On the strength of the above mentioned information received from police officers, Mtre Noël Dorion, in his capacity as Crown attorney, had with this prisoner, not several meetings as claimed by Mr. Hébert, but only one, in his office where the prisoner was brought from the St-Vincent-de-Paul penitentiary, in Montréal, by officer Mercier. The testimonies of this former prisoner himself, of officer Mercier and of Mtre Noël Dorion attest uniformly that he was not from Mtre Dorion the object of any threat or promise, that he was not the object of threat neither by officer Mercier nor by whomever, as to the reduction of his sentence (this was not possible anymore because he was already sentenced for over fifteen months) and for an earlier parole, that he did not communicate to Mtre Dorion and officer Mercier any secret, confidence or admission that Coffin would have made to him, because he did not receive any and that after this sole interview in the office of Mtre Dorion, he was taken back to the St-Vincent-de-Paul penitentiary; no one took him to Percé and he had no interview with captain Matte.
Therefore, they are false those affirmations and insinuations by Mr. Hébert that Mtre Noël Dorion promised this prisoner, inter alia, a reduction of penalty or a reduction of his sentence in exchange of his consent to testify at the Percé trial, that he was brought to Percé by detective Mercier and that he was not a bit threatened neither by captain Matte nor by whomever.
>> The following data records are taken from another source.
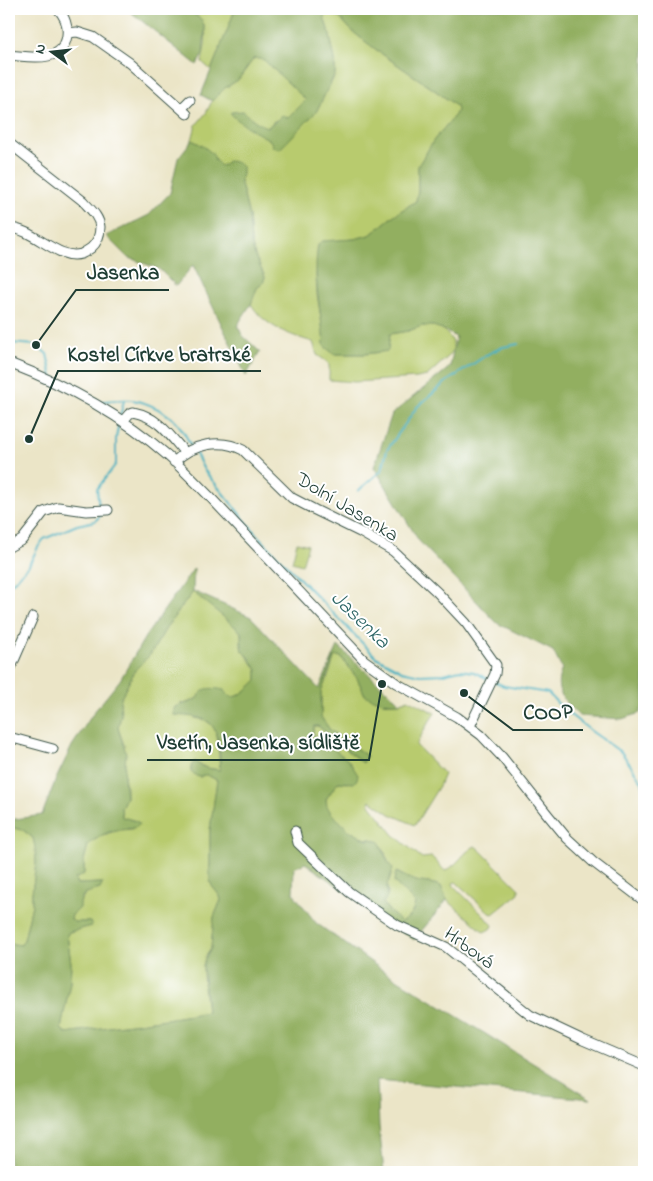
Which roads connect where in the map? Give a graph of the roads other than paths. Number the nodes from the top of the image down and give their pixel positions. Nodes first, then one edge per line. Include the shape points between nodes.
1 (58, 9) edge
2 (68, 33) junction
3 (9, 55) edge
4 (190, 100) dead end
5 (9, 143) edge
6 (9, 228) edge
7 (9, 363) edge
8 (121, 420) junction
9 (185, 453) junction
10 (174, 462) junction
11 (108, 510) dead end
12 (9, 547) edge
13 (33, 618) dead end
14 (9, 672) edge
15 (470, 726) junction
16 (9, 737) edge
17 (54, 749) dead end
18 (295, 832) dead end
19 (644, 901) edge
20 (644, 1066) edge

1 - 2 street via 67,24
2 - 3 street via 62,47 50,56
2 - 4 street via 77,32 98,40 130,63 184,111
5 - 6 street via 83,201 100,225 94,245 81,254 72,255 21,230
7 - 8 street via 84,397
8 - 9 street via 133,412 153,420
8 - 10 street
9 - 10 street, Dolní Jasenka
9 - 15 street, Dolní Jasenka via 207,444 224,444 243,450 292,498 392,551 437,592 466,623 496,668
10 - 15 street via 371,666
11 - 12 street via 58,507 44,512 22,540
13 - 14 street
15 - 19 street via 495,748 567,838
16 - 17 street
18 - 20 street, Hrbová via 298,843 349,892 397,925 446,947 530,1015

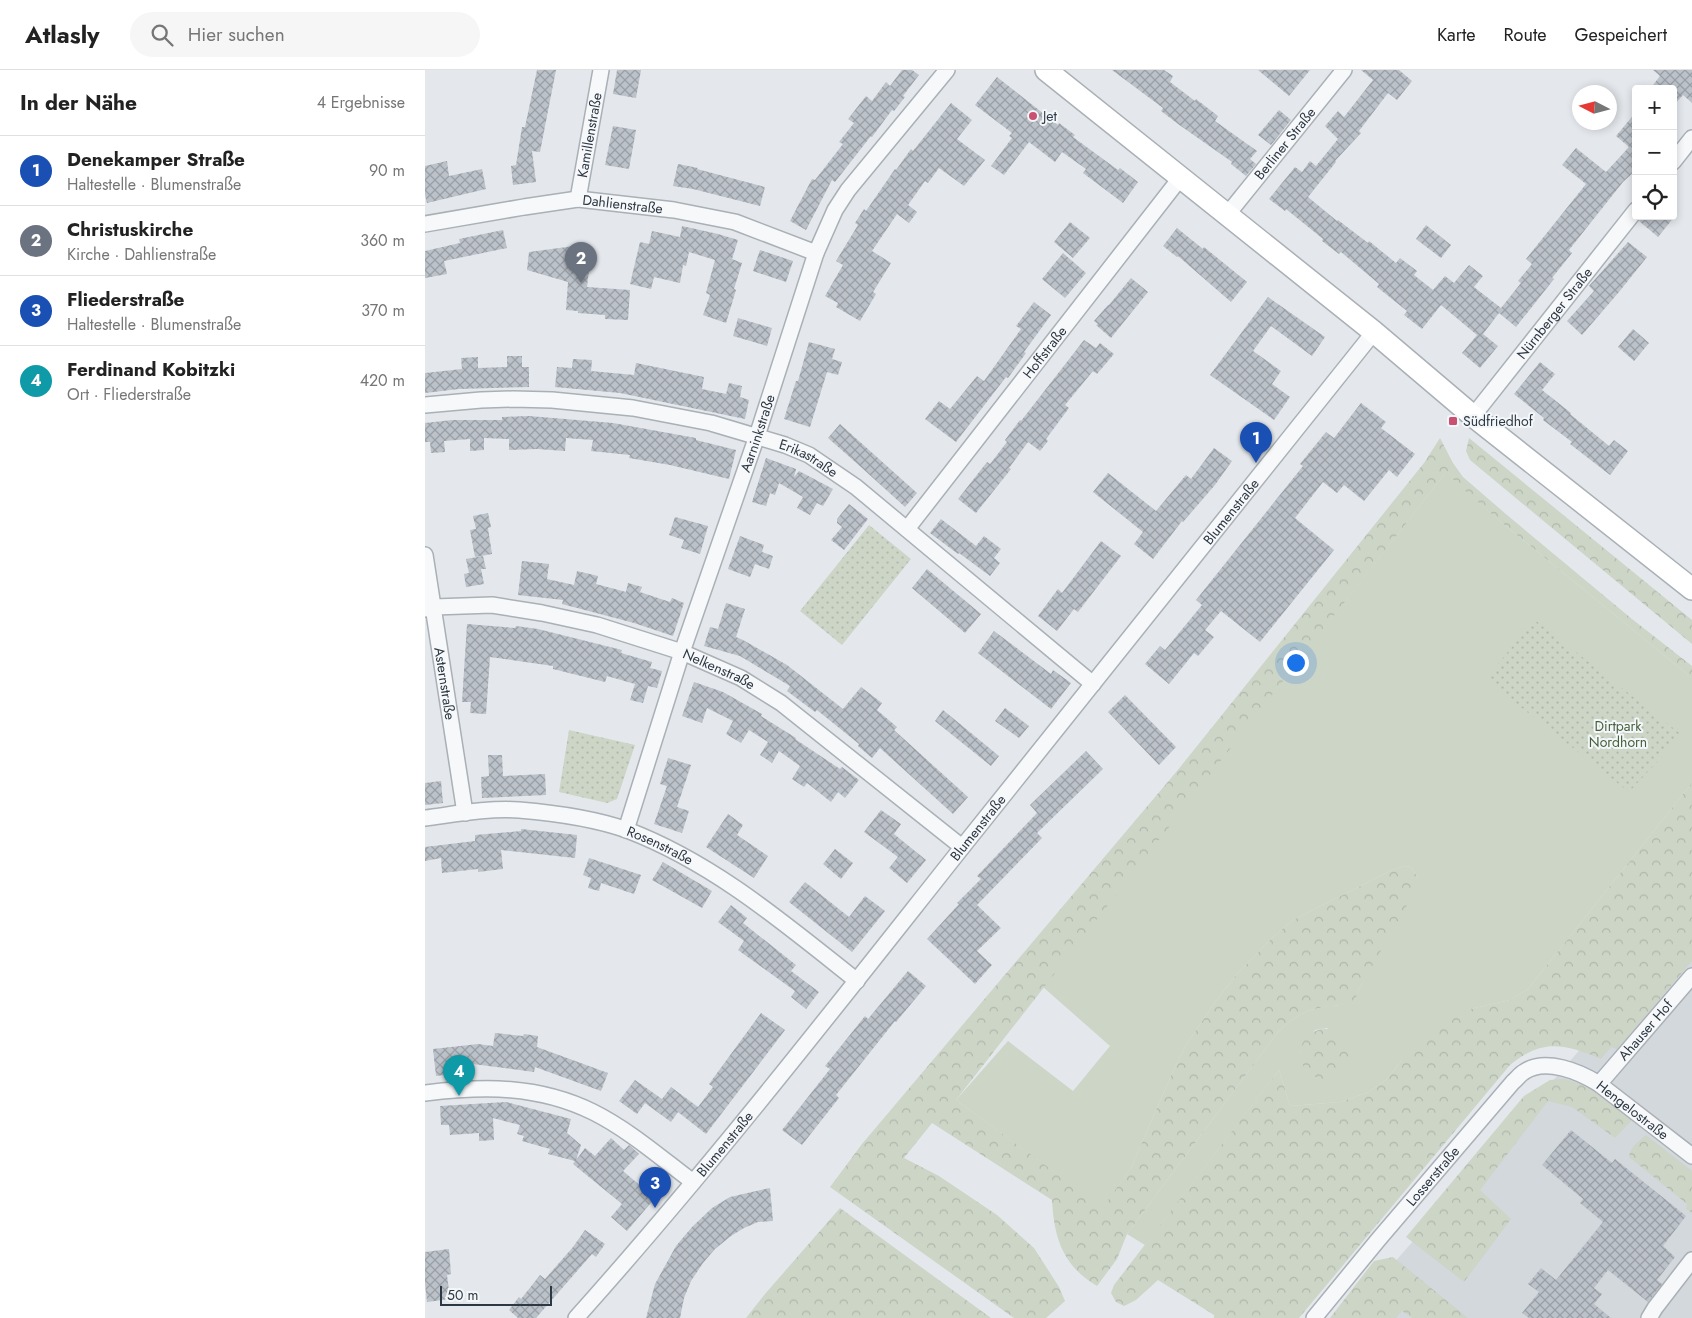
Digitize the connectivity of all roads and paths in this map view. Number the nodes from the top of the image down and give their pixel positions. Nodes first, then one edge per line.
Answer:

Regarding the same prisoner, the honourable justice Paul Miquelon, former Crown attorney with Mtre Noël Dorion, declared never having met the prisoner in question, never having told Mtre Gravel that this prisoner had told about Coffin’s confession that he pleaded guilty for benefiting of a certain clemency, the whole contrary to the information Mr. Hébert claims having received from Mtre Gravel.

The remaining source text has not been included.